Predictive Modelling on Activity Recognition for Wearable Devices

Akash Kandarkar
Dec 8, 2022
7 min read

Updated: Apr 14, 2023

Goal is to analyse user lifestyle, predict their activities using machine learning and statistical components while enhancing the predictions as well.

We are all aware of the benefits of exercising, but do we understand how much exercise is ample to remain fit? Also, how do we make sure that we are continuously maintaining our fitness while we are swamped with mundane routines? Detecting human movements is an important task in various areas such as healthcare, fitness, and eldercare. Motion sensors can provide users, doctors, and related persons with a better understanding about daily physical activities.

Abstract

Smart watches have motion sensors built-in to track the movement of the user. We are going to use such data recorded from smart watches to analyze user lifestyle and whether the activities performed are sufficient to help them maintain their health. We are extracting data from accelerometers and gyroscopes present in the smartwatch sensor for this purpose. To consolidate the object, given the position of the device attached, we would predict the activity being performed.

By the end of this project, we aim to analyze user lifestyle, predict their activities using machine learning and statistical components while enhancing the predictions as well.

Dataset Description

In the dataset for this project, we will be using data recorded by two sensors, the accelerometer and gyroscope. Each of the sensors are present in smart watches of 2 models Samsung gear and LG watch. The data has around 708,604 records with 14 attributes.

Since the data has over 14 columns, we are going to use the subset and few columns will be additionally derived such as time of the day, activity category based on activity.

Upon exploring the data, we can determine that the data has no null or missing values which means there is no discrepancy, the data is captured perfectly for every movement. The null in the activity column indicates no activity (ex: watch removed or sleeping).

Irrespective of the activity being performed the jerk time i.e., human reaction time to the activity is around half a second, which means response to change in activity is uniform.

Looking at the x angles of the axis, as compared to the Y and Z, we can say that a lot of motion is sideways rather than forward/backward like travelling distance or vertical like jumping, which is quite different do day to day activities. In Figure 1 The two spikes in x axis show that going down the stairs there is quite an inclination while sitting there is no change. Similarly for z axis we can see in Figure 2 that biking makes you move forward while other motions happen in the same place.

Figure 1

Figure 2

In Figure 3 We have noticed there are more moving activities than static (stand, sit and null), amongst users but only a few of them move a lot while the others are ‘lazy’. This gives us a compressed group of people to target making our models application much clear.

Figure 3

In Figure 4 for a given range of users an activity distribution plot will help us determine how much of the historical data has been recorded for each. For the user ‘H’, ‘G’, and ‘I’ we have very few records and could trigger biasing in prediction or interpretation of grouped results.

Figure 4

In Figure 5 we intend to show the balance between classes. We have 6 types of activities captured and these would be the target column for the model. The activities are Biking, walking, Stairs up, Stairs down, stand, sit and Null (no activity). We found that all activities were equally performed by the users in a day

Figure 5

4. Data Cleaning

Since there weren’t any null values, we did not opt to drop any of the row data.
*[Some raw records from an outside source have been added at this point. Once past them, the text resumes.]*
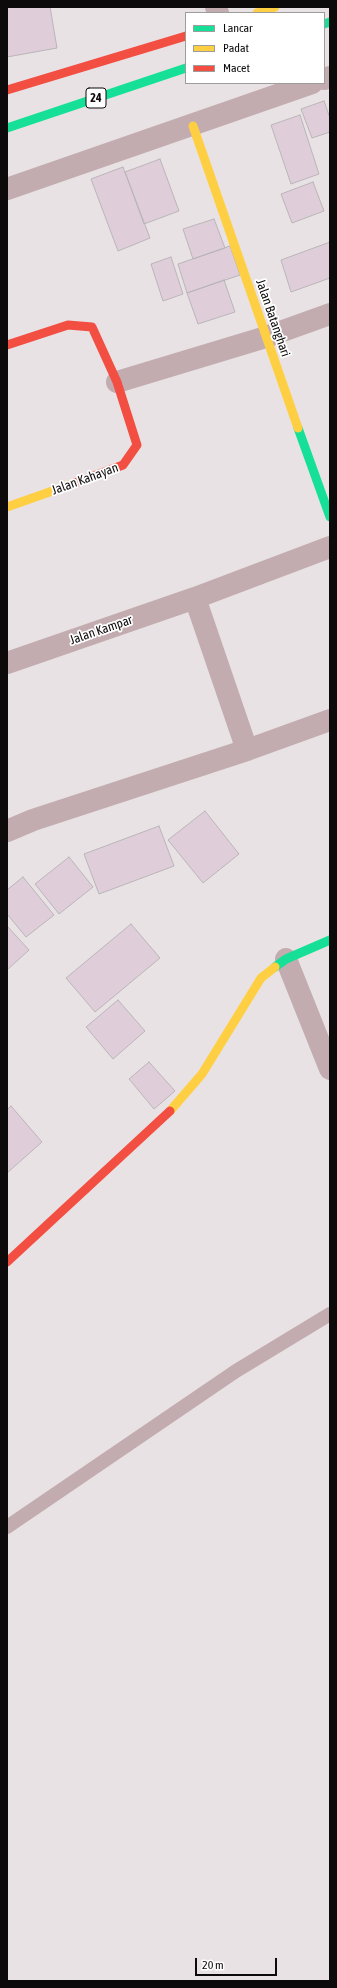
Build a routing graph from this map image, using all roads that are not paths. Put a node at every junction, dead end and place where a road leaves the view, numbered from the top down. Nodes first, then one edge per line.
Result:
1 (275, 7) edge
2 (260, 12) edge
3 (185, 36) edge
4 (185, 68) edge
5 (309, 84) edge
6 (7, 90) edge
7 (193, 126) junction
8 (7, 128) edge
9 (7, 189) edge
10 (330, 314) edge
11 (266, 337) junction
12 (7, 345) edge
13 (118, 382) junction
14 (7, 507) edge
15 (330, 517) edge
16 (330, 547) edge
17 (195, 598) junction
18 (7, 663) edge
19 (330, 720) edge
20 (247, 750) junction
21 (7, 831) edge
22 (330, 940) edge
23 (286, 959) junction
24 (330, 1069) edge
25 (7, 1262) edge
26 (330, 1314) edge
27 (7, 1527) edge

1 - 2 main road
3 - 6 main road
4 - 8 main road, 24
5 - 7 street
7 - 9 street
7 - 11 main road, Jalan Batanghari
10 - 11 street
11 - 13 street
11 - 15 main road, Jalan Batanghari
12 - 13 main road, Jalan Kahayan
13 - 14 main road, Jalan Kahayan
16 - 17 street, Jalan Kampar
17 - 18 street, Jalan Kampar
17 - 20 street
19 - 20 street
20 - 21 street
22 - 23 main road
23 - 24 street
23 - 25 main road
26 - 27 lane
There were some columns such as ‘Arrival Time’ & ‘Creation Time’ these were converted into timestamp format, so that a derived column can be created ‘Time of day’. This column consists of information whether an activity was performed in the morning, afternoon or evening based on the time column.

Activities ‘gt’ were labelled into ordinal numbers before hand which made it less complex for the pipeline to run.

5. Methodology

Data transformations: Given the limited number of features in the dataset we decided to create a few additional categorical columns for deeper analysis and understanding of the data. The column ‘gt_category’was created based on User activity column (GT) categorizing the activities as ‘Static’ or ‘Motion’ activities.

Similarly, column ‘time_of_day’ was created by categorizing the ‘Arrival time’ column values as ‘Morning’, ‘Afternoon’ and ‘Evening’.

Sampling: Since we performed 3 use cases in this project, we had to sample our data w.r.t the case. The data towards model of watch used be the user was imbalanced and we had to sample it down so that the number of Samsung and Lg users are same (as shown in figure 6 below).

Figure 6

String Indexing: this function was highly used for the machine to understand the columns. The string indexing helped us convert categorical columns such as time of day (Morning, Afternoon and Evening) , sensor in watch (Accelerometer and Gyroscope), model of watch(Samsung Gear or LG) and whether the event was motion or static into ordinal numerical values.

Standardization: this method helped in scaling down the jerk values into uniform values. The jerk column had varied range of values which was dependent on the amount of jerk applied to perform an activity or to stop an activity. Standardizing had bought the variation down hence keeping the values in uniform range.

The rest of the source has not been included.